Nas respostas que os órgãos institucionais da USP enviaram aos estudantes, geralmente são relatados problemas para alocar um auxílio pecuniário no orçamento da Universidade. A USP possui, para este ano, um orçamento de aproximadamente R$5,9 bilhões, dos quais R$94,09 milhões representam recursos para o Programa de Bolsas e Auxílios e, destes, R$ 2,5 milhões apenas para o auxílio alimentação. 

O Comitê pelo Auxílio Alimentação tentou negociar com a SAS para que, ao menos, os estudantes alocados na categoria econômica mais vulnerável do programa (P1) fossem contemplados com um auxílio pecuniário. A quantidade de estudantes que se encaixa nesses níveis, entretanto, não está disponível para consulta de todos. 

Carolina Paulino questiona: “A finalidade do dinheiro do auxílio alimentação é para alimentar alunos, então se você não está utilizando esse dinheiro para a sua finalidade, o que você está fazendo com ele? O orçamento é simplesmente uma questão alocativa. É um conflito no qual os estudantes estão sempre atrás. Como a gente vai influenciar isso se não existe paridade nos conselhos?”

Para Victor Bruno, a questão do auxílio representa, acima de tudo, uma luta pela democracia universitária. “Historicamente, as medidas tomadas pela USP sempre foram tomadas de cima para baixo. A USP é uma Universidade anti-democrática, cujos órgãos de deliberação estão sempre fechados a um grupo de pessoas que têm interesses distintos do que a gente entende pela defesa de uma democracia, de uma universidade plural e popular.” Ser popular, Iasmin Dias acrescenta, é “dar condições para que os alunos permaneçam nos seus cursos”. 
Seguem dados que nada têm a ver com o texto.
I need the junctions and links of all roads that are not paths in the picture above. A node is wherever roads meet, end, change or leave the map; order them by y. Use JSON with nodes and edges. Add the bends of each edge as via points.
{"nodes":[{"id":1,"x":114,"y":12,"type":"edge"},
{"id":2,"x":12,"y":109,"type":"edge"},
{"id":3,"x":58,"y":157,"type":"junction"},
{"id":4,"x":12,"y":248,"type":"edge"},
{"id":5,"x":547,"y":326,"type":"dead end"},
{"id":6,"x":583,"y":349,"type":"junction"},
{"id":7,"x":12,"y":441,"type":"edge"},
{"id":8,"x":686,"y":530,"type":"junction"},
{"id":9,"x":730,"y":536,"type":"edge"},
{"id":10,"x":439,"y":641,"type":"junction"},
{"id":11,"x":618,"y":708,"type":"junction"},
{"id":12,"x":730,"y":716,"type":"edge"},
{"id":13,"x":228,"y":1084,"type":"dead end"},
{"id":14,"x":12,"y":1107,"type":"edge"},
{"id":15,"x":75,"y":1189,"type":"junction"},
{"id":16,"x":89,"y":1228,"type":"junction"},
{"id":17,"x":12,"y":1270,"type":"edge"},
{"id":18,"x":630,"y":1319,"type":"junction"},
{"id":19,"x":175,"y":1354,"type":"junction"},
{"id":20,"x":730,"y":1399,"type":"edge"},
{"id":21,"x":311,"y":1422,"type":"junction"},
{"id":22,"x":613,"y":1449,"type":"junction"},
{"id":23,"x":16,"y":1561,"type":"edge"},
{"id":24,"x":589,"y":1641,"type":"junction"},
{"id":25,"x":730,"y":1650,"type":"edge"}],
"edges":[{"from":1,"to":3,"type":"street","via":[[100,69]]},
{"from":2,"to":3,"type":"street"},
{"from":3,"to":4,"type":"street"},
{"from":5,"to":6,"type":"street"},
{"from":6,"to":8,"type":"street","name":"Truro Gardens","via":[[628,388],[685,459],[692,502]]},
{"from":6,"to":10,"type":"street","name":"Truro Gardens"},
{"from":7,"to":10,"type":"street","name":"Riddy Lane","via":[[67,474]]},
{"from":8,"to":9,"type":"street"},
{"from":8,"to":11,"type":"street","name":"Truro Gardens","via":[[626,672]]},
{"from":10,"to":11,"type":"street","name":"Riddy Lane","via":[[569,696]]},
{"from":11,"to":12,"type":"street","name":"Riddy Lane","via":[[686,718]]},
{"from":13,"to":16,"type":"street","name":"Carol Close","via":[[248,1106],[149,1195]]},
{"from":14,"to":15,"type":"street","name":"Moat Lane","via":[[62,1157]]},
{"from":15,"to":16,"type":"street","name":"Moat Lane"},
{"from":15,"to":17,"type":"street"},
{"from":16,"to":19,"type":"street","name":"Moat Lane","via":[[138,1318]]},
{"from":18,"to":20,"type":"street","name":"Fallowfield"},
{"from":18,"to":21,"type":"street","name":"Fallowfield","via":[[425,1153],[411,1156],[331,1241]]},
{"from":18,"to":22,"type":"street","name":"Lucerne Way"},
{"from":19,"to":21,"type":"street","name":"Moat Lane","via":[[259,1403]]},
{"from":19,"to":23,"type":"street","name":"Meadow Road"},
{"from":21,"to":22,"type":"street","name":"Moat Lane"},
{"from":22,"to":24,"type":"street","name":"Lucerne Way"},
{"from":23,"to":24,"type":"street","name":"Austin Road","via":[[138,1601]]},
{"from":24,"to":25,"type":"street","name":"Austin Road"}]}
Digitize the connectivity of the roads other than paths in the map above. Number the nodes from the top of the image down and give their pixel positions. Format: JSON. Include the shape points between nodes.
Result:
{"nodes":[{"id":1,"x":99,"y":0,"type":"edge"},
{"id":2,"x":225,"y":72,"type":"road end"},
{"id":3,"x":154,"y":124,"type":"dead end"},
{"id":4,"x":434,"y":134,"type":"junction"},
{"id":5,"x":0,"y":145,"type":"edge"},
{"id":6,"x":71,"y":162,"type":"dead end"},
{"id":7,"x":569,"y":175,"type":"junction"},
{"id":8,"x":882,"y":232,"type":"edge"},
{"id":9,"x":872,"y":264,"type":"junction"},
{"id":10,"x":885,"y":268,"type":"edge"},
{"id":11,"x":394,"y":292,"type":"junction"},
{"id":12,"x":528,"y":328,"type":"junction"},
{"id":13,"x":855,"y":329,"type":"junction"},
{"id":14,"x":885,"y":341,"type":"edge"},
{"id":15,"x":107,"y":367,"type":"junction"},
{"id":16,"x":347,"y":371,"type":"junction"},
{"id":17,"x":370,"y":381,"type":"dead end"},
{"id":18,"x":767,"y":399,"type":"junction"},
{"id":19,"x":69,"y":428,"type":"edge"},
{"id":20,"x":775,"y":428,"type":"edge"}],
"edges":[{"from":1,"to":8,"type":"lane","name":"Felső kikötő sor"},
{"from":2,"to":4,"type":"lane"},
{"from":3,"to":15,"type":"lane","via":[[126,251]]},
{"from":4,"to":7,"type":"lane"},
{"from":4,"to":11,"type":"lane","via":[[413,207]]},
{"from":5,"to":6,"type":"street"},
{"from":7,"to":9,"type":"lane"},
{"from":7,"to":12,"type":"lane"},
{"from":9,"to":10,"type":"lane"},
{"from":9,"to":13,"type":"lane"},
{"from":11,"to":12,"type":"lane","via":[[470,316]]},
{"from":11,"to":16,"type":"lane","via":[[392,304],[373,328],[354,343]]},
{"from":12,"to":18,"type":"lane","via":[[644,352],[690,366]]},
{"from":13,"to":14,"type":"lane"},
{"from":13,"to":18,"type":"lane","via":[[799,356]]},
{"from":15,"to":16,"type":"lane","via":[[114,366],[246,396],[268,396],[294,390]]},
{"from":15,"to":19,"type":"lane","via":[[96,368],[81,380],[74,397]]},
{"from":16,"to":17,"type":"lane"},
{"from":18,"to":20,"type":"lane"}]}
Em 19 de maio, os estudantes contemplados com os Auxílios Financeiro, Transporte e Manutenção que integram o PAPFE receberam um e-mail sendo avisados de que os pagamentos desses Auxílios, referentes ao mês de maio de 2021, serão atrasados e ocorrerão na primeira semana de junho. Nesta mesma mensagem, é informado que os Auxílios Alimentação e Livros estariam disponíveis para utilização desde o primeiro dia do mês de maio. Não se trata de um auxílio alimentação em dinheiro como reivindicado pelos estudantes, mas sim da possibilidade de ir até um dos campi e pegar uma marmita. 

Sobre a importância das políticas de permanência, Paulino conclui: “Existem diferenças entre nós, elas não deixam de existir depois que você entra na Universidade. Não é porque você fez um vestibular que você deixou de ter uma origem diferente das demais pessoas que estão lá. Eu sempre fui de escola pública, de uma classe média baixa. A política de permanência foi a única coisa que me manteve aqui até agora, eu não estaria aqui se eu não tivesse garantido as minhas bolsas. Isso para mim é essencial, é algo que a gente tem que debater a fundo, porque a USP se coloca como um local cada vez mais inclusivo, mas ela negligencia política de permanência, é como se ela dissesse ‘entrou, mas pode sair se quiser, porque não nos interessa o seu contexto pessoal’.”

Contatamos a SAS para esclarecimentos da situação, mas até a publicação dessa reportagem, não tivemos retorno.